WORK INSTRUCTIONS =>
Each entry needs to be retyped exactly, with nothing added or dropped.
*** Opening of PROVIDED RECORDS ***
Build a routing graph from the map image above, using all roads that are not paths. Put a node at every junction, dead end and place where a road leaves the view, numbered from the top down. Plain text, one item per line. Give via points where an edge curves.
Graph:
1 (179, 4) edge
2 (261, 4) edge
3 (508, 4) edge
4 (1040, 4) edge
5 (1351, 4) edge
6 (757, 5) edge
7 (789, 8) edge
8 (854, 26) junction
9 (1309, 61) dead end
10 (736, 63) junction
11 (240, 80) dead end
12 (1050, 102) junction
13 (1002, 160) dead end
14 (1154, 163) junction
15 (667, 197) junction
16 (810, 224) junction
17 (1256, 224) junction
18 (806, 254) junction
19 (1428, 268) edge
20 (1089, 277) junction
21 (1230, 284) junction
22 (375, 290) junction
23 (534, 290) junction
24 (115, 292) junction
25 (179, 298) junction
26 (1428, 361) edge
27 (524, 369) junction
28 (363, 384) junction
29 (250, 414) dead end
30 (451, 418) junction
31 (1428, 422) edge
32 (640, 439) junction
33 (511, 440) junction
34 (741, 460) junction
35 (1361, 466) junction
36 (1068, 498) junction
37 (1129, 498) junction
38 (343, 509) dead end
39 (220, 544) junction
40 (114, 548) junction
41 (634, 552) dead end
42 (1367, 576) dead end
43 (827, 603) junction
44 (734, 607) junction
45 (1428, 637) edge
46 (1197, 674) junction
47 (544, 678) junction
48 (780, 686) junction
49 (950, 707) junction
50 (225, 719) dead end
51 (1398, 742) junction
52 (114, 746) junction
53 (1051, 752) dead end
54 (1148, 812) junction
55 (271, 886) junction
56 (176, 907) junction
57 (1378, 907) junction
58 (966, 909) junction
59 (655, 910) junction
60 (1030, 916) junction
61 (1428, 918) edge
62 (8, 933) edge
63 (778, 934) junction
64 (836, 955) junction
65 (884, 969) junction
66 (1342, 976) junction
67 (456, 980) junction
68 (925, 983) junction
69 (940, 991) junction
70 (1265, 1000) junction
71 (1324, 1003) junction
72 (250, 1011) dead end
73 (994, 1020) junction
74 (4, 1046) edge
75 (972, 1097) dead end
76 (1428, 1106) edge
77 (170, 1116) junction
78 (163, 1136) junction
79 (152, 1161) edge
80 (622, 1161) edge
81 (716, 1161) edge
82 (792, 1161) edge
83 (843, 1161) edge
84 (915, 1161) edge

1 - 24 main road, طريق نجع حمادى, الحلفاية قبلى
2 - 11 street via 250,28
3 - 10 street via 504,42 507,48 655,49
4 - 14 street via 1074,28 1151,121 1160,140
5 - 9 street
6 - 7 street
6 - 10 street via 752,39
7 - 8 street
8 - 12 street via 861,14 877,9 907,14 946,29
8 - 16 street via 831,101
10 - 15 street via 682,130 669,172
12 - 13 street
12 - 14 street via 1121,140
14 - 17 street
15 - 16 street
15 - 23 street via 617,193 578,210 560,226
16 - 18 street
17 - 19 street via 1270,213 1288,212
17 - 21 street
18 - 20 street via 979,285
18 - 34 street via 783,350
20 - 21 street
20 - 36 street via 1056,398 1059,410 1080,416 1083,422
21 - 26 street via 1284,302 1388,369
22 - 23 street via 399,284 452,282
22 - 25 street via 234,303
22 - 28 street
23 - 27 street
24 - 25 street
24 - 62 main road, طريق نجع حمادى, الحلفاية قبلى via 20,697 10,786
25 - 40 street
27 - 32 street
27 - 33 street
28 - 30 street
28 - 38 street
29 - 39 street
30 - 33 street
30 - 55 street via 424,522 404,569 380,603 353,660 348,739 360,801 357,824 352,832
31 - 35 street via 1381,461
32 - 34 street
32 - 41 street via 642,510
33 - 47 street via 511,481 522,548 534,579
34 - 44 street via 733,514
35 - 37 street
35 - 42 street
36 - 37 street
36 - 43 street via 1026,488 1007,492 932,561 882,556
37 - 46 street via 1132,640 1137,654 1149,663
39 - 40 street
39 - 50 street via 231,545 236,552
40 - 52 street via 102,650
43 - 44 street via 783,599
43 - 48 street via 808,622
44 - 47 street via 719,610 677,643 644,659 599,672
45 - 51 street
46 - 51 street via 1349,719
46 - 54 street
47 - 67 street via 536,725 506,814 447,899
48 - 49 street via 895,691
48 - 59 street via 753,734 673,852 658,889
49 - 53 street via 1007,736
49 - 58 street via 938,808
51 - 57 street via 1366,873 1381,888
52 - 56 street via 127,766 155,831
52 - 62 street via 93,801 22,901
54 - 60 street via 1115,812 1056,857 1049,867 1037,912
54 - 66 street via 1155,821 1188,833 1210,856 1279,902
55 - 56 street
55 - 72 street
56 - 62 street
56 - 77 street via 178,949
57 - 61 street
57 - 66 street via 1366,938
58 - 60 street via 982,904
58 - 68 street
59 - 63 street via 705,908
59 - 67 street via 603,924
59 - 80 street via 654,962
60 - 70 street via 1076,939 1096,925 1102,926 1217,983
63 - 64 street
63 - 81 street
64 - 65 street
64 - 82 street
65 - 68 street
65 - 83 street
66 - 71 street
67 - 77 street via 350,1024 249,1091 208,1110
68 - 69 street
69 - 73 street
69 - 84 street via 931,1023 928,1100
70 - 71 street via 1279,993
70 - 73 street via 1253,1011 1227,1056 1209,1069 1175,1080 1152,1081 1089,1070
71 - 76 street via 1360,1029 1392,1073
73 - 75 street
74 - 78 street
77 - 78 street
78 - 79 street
*** Close of PROVIDED RECORDS ***
EXERCISE RESPONSE =>
Build a routing graph from the map image above, using all roads that are not paths. Put a node at every junction, dead end and place where a road leaves the view, numbered from the top down. Plain text, one item per line. Give via points where an edge curves.
Graph:
1 (179, 4) edge
2 (261, 4) edge
3 (508, 4) edge
4 (1040, 4) edge
5 (1351, 4) edge
6 (757, 5) edge
7 (789, 8) edge
8 (854, 26) junction
9 (1309, 61) dead end
10 (736, 63) junction
11 (240, 80) dead end
12 (1050, 102) junction
13 (1002, 160) dead end
14 (1154, 163) junction
15 (667, 197) junction
16 (810, 224) junction
17 (1256, 224) junction
18 (806, 254) junction
19 (1428, 268) edge
20 (1089, 277) junction
21 (1230, 284) junction
22 (375, 290) junction
23 (534, 290) junction
24 (115, 292) junction
25 (179, 298) junction
26 (1428, 361) edge
27 (524, 369) junction
28 (363, 384) junction
29 (250, 414) dead end
30 (451, 418) junction
31 (1428, 422) edge
32 (640, 439) junction
33 (511, 440) junction
34 (741, 460) junction
35 (1361, 466) junction
36 (1068, 498) junction
37 (1129, 498) junction
38 (343, 509) dead end
39 (220, 544) junction
40 (114, 548) junction
41 (634, 552) dead end
42 (1367, 576) dead end
43 (827, 603) junction
44 (734, 607) junction
45 (1428, 637) edge
46 (1197, 674) junction
47 (544, 678) junction
48 (780, 686) junction
49 (950, 707) junction
50 (225, 719) dead end
51 (1398, 742) junction
52 (114, 746) junction
53 (1051, 752) dead end
54 (1148, 812) junction
55 (271, 886) junction
56 (176, 907) junction
57 (1378, 907) junction
58 (966, 909) junction
59 (655, 910) junction
60 (1030, 916) junction
61 (1428, 918) edge
62 (8, 933) edge
63 (778, 934) junction
64 (836, 955) junction
65 (884, 969) junction
66 (1342, 976) junction
67 (456, 980) junction
68 (925, 983) junction
69 (940, 991) junction
70 (1265, 1000) junction
71 (1324, 1003) junction
72 (250, 1011) dead end
73 (994, 1020) junction
74 (4, 1046) edge
75 (972, 1097) dead end
76 (1428, 1106) edge
77 (170, 1116) junction
78 (163, 1136) junction
79 (152, 1161) edge
80 (622, 1161) edge
81 (716, 1161) edge
82 (792, 1161) edge
83 (843, 1161) edge
84 (915, 1161) edge

1 - 24 main road, طريق نجع حمادى, الحلفاية قبلى
2 - 11 street via 250,28
3 - 10 street via 504,42 507,48 655,49
4 - 14 street via 1074,28 1151,121 1160,140
5 - 9 street
6 - 7 street
6 - 10 street via 752,39
7 - 8 street
8 - 12 street via 861,14 877,9 907,14 946,29
8 - 16 street via 831,101
10 - 15 street via 682,130 669,172
12 - 13 street
12 - 14 street via 1121,140
14 - 17 street
15 - 16 street
15 - 23 street via 617,193 578,210 560,226
16 - 18 street
17 - 19 street via 1270,213 1288,212
17 - 21 street
18 - 20 street via 979,285
18 - 34 street via 783,350
20 - 21 street
20 - 36 street via 1056,398 1059,410 1080,416 1083,422
21 - 26 street via 1284,302 1388,369
22 - 23 street via 399,284 452,282
22 - 25 street via 234,303
22 - 28 street
23 - 27 street
24 - 25 street
24 - 62 main road, طريق نجع حمادى, الحلفاية قبلى via 20,697 10,786
25 - 40 street
27 - 32 street
27 - 33 street
28 - 30 street
28 - 38 street
29 - 39 street
30 - 33 street
30 - 55 street via 424,522 404,569 380,603 353,660 348,739 360,801 357,824 352,832
31 - 35 street via 1381,461
32 - 34 street
32 - 41 street via 642,510
33 - 47 street via 511,481 522,548 534,579
34 - 44 street via 733,514
35 - 37 street
35 - 42 street
36 - 37 street
36 - 43 street via 1026,488 1007,492 932,561 882,556
37 - 46 street via 1132,640 1137,654 1149,663
39 - 40 street
39 - 50 street via 231,545 236,552
40 - 52 street via 102,650
43 - 44 street via 783,599
43 - 48 street via 808,622
44 - 47 street via 719,610 677,643 644,659 599,672
45 - 51 street
46 - 51 street via 1349,719
46 - 54 street
47 - 67 street via 536,725 506,814 447,899
48 - 49 street via 895,691
48 - 59 street via 753,734 673,852 658,889
49 - 53 street via 1007,736
49 - 58 street via 938,808
51 - 57 street via 1366,873 1381,888
52 - 56 street via 127,766 155,831
52 - 62 street via 93,801 22,901
54 - 60 street via 1115,812 1056,857 1049,867 1037,912
54 - 66 street via 1155,821 1188,833 1210,856 1279,902
55 - 56 street
55 - 72 street
56 - 62 street
56 - 77 street via 178,949
57 - 61 street
57 - 66 street via 1366,938
58 - 60 street via 982,904
58 - 68 street
59 - 63 street via 705,908
59 - 67 street via 603,924
59 - 80 street via 654,962
60 - 70 street via 1076,939 1096,925 1102,926 1217,983
63 - 64 street
63 - 81 street
64 - 65 street
64 - 82 street
65 - 68 street
65 - 83 street
66 - 71 street
67 - 77 street via 350,1024 249,1091 208,1110
68 - 69 street
69 - 73 street
69 - 84 street via 931,1023 928,1100
70 - 71 street via 1279,993
70 - 73 street via 1253,1011 1227,1056 1209,1069 1175,1080 1152,1081 1089,1070
71 - 76 street via 1360,1029 1392,1073
73 - 75 street
74 - 78 street
77 - 78 street
78 - 79 street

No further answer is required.